= What the exercise asks =
Retype every entry below without any change.

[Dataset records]
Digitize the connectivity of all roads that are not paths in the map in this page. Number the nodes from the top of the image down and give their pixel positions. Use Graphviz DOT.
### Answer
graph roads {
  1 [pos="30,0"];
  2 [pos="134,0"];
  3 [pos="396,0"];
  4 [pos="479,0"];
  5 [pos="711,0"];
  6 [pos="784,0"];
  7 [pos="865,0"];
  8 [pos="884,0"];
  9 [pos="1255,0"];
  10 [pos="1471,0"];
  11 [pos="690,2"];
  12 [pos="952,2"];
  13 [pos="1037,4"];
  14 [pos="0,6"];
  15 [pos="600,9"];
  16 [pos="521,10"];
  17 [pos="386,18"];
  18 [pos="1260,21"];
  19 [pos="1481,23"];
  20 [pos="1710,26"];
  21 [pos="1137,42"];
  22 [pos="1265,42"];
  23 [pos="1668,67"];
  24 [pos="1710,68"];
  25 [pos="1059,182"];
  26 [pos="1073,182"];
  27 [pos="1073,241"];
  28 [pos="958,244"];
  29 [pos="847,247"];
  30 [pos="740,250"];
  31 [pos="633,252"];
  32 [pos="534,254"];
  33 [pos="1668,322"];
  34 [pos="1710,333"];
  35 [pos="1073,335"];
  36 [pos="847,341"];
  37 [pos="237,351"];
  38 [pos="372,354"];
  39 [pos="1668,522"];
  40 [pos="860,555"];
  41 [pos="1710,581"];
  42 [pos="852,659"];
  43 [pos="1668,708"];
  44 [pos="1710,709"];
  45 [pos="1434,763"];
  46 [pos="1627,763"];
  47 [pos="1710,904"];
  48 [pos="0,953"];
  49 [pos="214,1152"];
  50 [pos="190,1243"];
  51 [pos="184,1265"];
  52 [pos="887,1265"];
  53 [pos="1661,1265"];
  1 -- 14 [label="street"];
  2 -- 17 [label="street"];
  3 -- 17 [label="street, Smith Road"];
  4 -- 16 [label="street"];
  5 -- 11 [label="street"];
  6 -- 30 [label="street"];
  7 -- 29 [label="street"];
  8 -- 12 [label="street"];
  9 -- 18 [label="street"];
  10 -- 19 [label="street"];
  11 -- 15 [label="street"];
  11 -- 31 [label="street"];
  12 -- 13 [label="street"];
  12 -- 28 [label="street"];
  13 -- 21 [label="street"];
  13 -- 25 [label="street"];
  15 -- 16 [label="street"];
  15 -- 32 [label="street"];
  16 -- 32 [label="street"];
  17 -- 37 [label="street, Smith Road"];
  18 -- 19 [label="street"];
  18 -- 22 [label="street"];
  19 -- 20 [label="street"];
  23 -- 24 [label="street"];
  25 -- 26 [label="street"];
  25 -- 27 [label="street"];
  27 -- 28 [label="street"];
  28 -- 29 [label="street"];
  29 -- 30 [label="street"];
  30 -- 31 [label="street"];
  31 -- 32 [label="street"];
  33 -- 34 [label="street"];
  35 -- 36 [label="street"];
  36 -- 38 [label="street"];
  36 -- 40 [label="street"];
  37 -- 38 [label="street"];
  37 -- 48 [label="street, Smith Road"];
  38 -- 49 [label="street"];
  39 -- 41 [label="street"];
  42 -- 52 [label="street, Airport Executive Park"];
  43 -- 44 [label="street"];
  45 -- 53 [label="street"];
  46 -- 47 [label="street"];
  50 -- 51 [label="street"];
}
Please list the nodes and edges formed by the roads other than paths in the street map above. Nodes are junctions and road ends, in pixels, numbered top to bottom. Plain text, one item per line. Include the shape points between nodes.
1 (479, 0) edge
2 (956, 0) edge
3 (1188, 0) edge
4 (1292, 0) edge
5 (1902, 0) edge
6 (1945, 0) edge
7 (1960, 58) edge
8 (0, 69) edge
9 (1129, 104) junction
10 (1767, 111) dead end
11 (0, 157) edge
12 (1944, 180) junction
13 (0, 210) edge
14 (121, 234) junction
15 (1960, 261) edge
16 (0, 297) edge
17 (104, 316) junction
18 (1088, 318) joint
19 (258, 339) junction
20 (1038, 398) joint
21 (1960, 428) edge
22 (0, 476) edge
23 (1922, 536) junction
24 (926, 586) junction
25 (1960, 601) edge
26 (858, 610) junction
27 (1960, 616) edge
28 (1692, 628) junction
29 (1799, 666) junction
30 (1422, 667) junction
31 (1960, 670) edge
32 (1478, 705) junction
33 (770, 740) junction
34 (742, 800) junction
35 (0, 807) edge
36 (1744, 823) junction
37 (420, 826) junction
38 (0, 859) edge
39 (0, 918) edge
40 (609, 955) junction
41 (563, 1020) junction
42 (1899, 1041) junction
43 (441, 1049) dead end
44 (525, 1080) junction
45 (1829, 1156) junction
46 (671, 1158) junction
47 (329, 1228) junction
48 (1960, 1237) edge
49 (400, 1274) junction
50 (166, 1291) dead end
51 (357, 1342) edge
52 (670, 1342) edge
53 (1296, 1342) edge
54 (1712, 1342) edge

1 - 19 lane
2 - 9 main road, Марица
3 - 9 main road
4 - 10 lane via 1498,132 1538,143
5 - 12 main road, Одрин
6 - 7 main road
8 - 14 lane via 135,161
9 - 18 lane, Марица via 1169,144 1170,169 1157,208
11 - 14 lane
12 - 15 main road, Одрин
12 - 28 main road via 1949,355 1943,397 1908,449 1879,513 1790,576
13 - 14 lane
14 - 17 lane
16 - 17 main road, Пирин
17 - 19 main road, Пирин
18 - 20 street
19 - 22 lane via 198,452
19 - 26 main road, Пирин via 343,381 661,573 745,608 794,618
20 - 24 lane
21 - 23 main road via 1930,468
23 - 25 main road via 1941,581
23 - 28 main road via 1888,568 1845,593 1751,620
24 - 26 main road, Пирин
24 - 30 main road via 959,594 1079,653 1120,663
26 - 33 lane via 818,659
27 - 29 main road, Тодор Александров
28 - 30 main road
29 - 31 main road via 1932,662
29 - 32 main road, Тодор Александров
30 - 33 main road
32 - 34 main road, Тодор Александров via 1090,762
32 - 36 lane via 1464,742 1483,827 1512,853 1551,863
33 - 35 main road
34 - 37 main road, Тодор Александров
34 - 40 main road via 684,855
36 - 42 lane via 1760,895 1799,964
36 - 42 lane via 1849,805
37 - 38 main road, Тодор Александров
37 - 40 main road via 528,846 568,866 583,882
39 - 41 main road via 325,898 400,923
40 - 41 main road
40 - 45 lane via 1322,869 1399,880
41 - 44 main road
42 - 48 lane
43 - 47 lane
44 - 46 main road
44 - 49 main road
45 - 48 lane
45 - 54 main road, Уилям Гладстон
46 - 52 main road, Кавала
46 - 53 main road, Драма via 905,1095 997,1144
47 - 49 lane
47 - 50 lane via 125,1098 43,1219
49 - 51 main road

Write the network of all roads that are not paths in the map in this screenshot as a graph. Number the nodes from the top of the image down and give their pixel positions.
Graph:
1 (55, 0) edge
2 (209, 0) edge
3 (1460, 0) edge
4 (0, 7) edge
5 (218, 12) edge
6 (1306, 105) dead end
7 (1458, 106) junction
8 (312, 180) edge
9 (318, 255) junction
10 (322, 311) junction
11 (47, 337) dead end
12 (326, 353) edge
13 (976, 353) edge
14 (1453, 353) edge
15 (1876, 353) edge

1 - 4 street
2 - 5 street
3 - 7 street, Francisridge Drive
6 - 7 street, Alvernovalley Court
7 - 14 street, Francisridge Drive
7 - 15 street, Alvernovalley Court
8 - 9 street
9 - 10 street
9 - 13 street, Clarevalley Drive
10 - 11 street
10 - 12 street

= Problem solution =
Digitize the connectivity of all roads that are not paths in the map in this page. Number the nodes from the top of the image down and give their pixel positions. Use Graphviz DOT.
### Answer
graph roads {
  1 [pos="30,0"];
  2 [pos="134,0"];
  3 [pos="396,0"];
  4 [pos="479,0"];
  5 [pos="711,0"];
  6 [pos="784,0"];
  7 [pos="865,0"];
  8 [pos="884,0"];
  9 [pos="1255,0"];
  10 [pos="1471,0"];
  11 [pos="690,2"];
  12 [pos="952,2"];
  13 [pos="1037,4"];
  14 [pos="0,6"];
  15 [pos="600,9"];
  16 [pos="521,10"];
  17 [pos="386,18"];
  18 [pos="1260,21"];
  19 [pos="1481,23"];
  20 [pos="1710,26"];
  21 [pos="1137,42"];
  22 [pos="1265,42"];
  23 [pos="1668,67"];
  24 [pos="1710,68"];
  25 [pos="1059,182"];
  26 [pos="1073,182"];
  27 [pos="1073,241"];
  28 [pos="958,244"];
  29 [pos="847,247"];
  30 [pos="740,250"];
  31 [pos="633,252"];
  32 [pos="534,254"];
  33 [pos="1668,322"];
  34 [pos="1710,333"];
  35 [pos="1073,335"];
  36 [pos="847,341"];
  37 [pos="237,351"];
  38 [pos="372,354"];
  39 [pos="1668,522"];
  40 [pos="860,555"];
  41 [pos="1710,581"];
  42 [pos="852,659"];
  43 [pos="1668,708"];
  44 [pos="1710,709"];
  45 [pos="1434,763"];
  46 [pos="1627,763"];
  47 [pos="1710,904"];
  48 [pos="0,953"];
  49 [pos="214,1152"];
  50 [pos="190,1243"];
  51 [pos="184,1265"];
  52 [pos="887,1265"];
  53 [pos="1661,1265"];
  1 -- 14 [label="street"];
  2 -- 17 [label="street"];
  3 -- 17 [label="street, Smith Road"];
  4 -- 16 [label="street"];
  5 -- 11 [label="street"];
  6 -- 30 [label="street"];
  7 -- 29 [label="street"];
  8 -- 12 [label="street"];
  9 -- 18 [label="street"];
  10 -- 19 [label="street"];
  11 -- 15 [label="street"];
  11 -- 31 [label="street"];
  12 -- 13 [label="street"];
  12 -- 28 [label="street"];
  13 -- 21 [label="street"];
  13 -- 25 [label="street"];
  15 -- 16 [label="street"];
  15 -- 32 [label="street"];
  16 -- 32 [label="street"];
  17 -- 37 [label="street, Smith Road"];
  18 -- 19 [label="street"];
  18 -- 22 [label="street"];
  19 -- 20 [label="street"];
  23 -- 24 [label="street"];
  25 -- 26 [label="street"];
  25 -- 27 [label="street"];
  27 -- 28 [label="street"];
  28 -- 29 [label="street"];
  29 -- 30 [label="street"];
  30 -- 31 [label="street"];
  31 -- 32 [label="street"];
  33 -- 34 [label="street"];
  35 -- 36 [label="street"];
  36 -- 38 [label="street"];
  36 -- 40 [label="street"];
  37 -- 38 [label="street"];
  37 -- 48 [label="street, Smith Road"];
  38 -- 49 [label="street"];
  39 -- 41 [label="street"];
  42 -- 52 [label="street, Airport Executive Park"];
  43 -- 44 [label="street"];
  45 -- 53 [label="street"];
  46 -- 47 [label="street"];
  50 -- 51 [label="street"];
}
Please list the nodes and edges formed by the roads other than paths in the street map above. Nodes are junctions and road ends, in pixels, numbered top to bottom. Plain text, one item per line. Include the shape points between nodes.
1 (479, 0) edge
2 (956, 0) edge
3 (1188, 0) edge
4 (1292, 0) edge
5 (1902, 0) edge
6 (1945, 0) edge
7 (1960, 58) edge
8 (0, 69) edge
9 (1129, 104) junction
10 (1767, 111) dead end
11 (0, 157) edge
12 (1944, 180) junction
13 (0, 210) edge
14 (121, 234) junction
15 (1960, 261) edge
16 (0, 297) edge
17 (104, 316) junction
18 (1088, 318) joint
19 (258, 339) junction
20 (1038, 398) joint
21 (1960, 428) edge
22 (0, 476) edge
23 (1922, 536) junction
24 (926, 586) junction
25 (1960, 601) edge
26 (858, 610) junction
27 (1960, 616) edge
28 (1692, 628) junction
29 (1799, 666) junction
30 (1422, 667) junction
31 (1960, 670) edge
32 (1478, 705) junction
33 (770, 740) junction
34 (742, 800) junction
35 (0, 807) edge
36 (1744, 823) junction
37 (420, 826) junction
38 (0, 859) edge
39 (0, 918) edge
40 (609, 955) junction
41 (563, 1020) junction
42 (1899, 1041) junction
43 (441, 1049) dead end
44 (525, 1080) junction
45 (1829, 1156) junction
46 (671, 1158) junction
47 (329, 1228) junction
48 (1960, 1237) edge
49 (400, 1274) junction
50 (166, 1291) dead end
51 (357, 1342) edge
52 (670, 1342) edge
53 (1296, 1342) edge
54 (1712, 1342) edge

1 - 19 lane
2 - 9 main road, Марица
3 - 9 main road
4 - 10 lane via 1498,132 1538,143
5 - 12 main road, Одрин
6 - 7 main road
8 - 14 lane via 135,161
9 - 18 lane, Марица via 1169,144 1170,169 1157,208
11 - 14 lane
12 - 15 main road, Одрин
12 - 28 main road via 1949,355 1943,397 1908,449 1879,513 1790,576
13 - 14 lane
14 - 17 lane
16 - 17 main road, Пирин
17 - 19 main road, Пирин
18 - 20 street
19 - 22 lane via 198,452
19 - 26 main road, Пирин via 343,381 661,573 745,608 794,618
20 - 24 lane
21 - 23 main road via 1930,468
23 - 25 main road via 1941,581
23 - 28 main road via 1888,568 1845,593 1751,620
24 - 26 main road, Пирин
24 - 30 main road via 959,594 1079,653 1120,663
26 - 33 lane via 818,659
27 - 29 main road, Тодор Александров
28 - 30 main road
29 - 31 main road via 1932,662
29 - 32 main road, Тодор Александров
30 - 33 main road
32 - 34 main road, Тодор Александров via 1090,762
32 - 36 lane via 1464,742 1483,827 1512,853 1551,863
33 - 35 main road
34 - 37 main road, Тодор Александров
34 - 40 main road via 684,855
36 - 42 lane via 1760,895 1799,964
36 - 42 lane via 1849,805
37 - 38 main road, Тодор Александров
37 - 40 main road via 528,846 568,866 583,882
39 - 41 main road via 325,898 400,923
40 - 41 main road
40 - 45 lane via 1322,869 1399,880
41 - 44 main road
42 - 48 lane
43 - 47 lane
44 - 46 main road
44 - 49 main road
45 - 48 lane
45 - 54 main road, Уилям Гладстон
46 - 52 main road, Кавала
46 - 53 main road, Драма via 905,1095 997,1144
47 - 49 lane
47 - 50 lane via 125,1098 43,1219
49 - 51 main road

Write the network of all roads that are not paths in the map in this screenshot as a graph. Number the nodes from the top of the image down and give their pixel positions.
Graph:
1 (55, 0) edge
2 (209, 0) edge
3 (1460, 0) edge
4 (0, 7) edge
5 (218, 12) edge
6 (1306, 105) dead end
7 (1458, 106) junction
8 (312, 180) edge
9 (318, 255) junction
10 (322, 311) junction
11 (47, 337) dead end
12 (326, 353) edge
13 (976, 353) edge
14 (1453, 353) edge
15 (1876, 353) edge

1 - 4 street
2 - 5 street
3 - 7 street, Francisridge Drive
6 - 7 street, Alvernovalley Court
7 - 14 street, Francisridge Drive
7 - 15 street, Alvernovalley Court
8 - 9 street
9 - 10 street
9 - 13 street, Clarevalley Drive
10 - 11 street
10 - 12 street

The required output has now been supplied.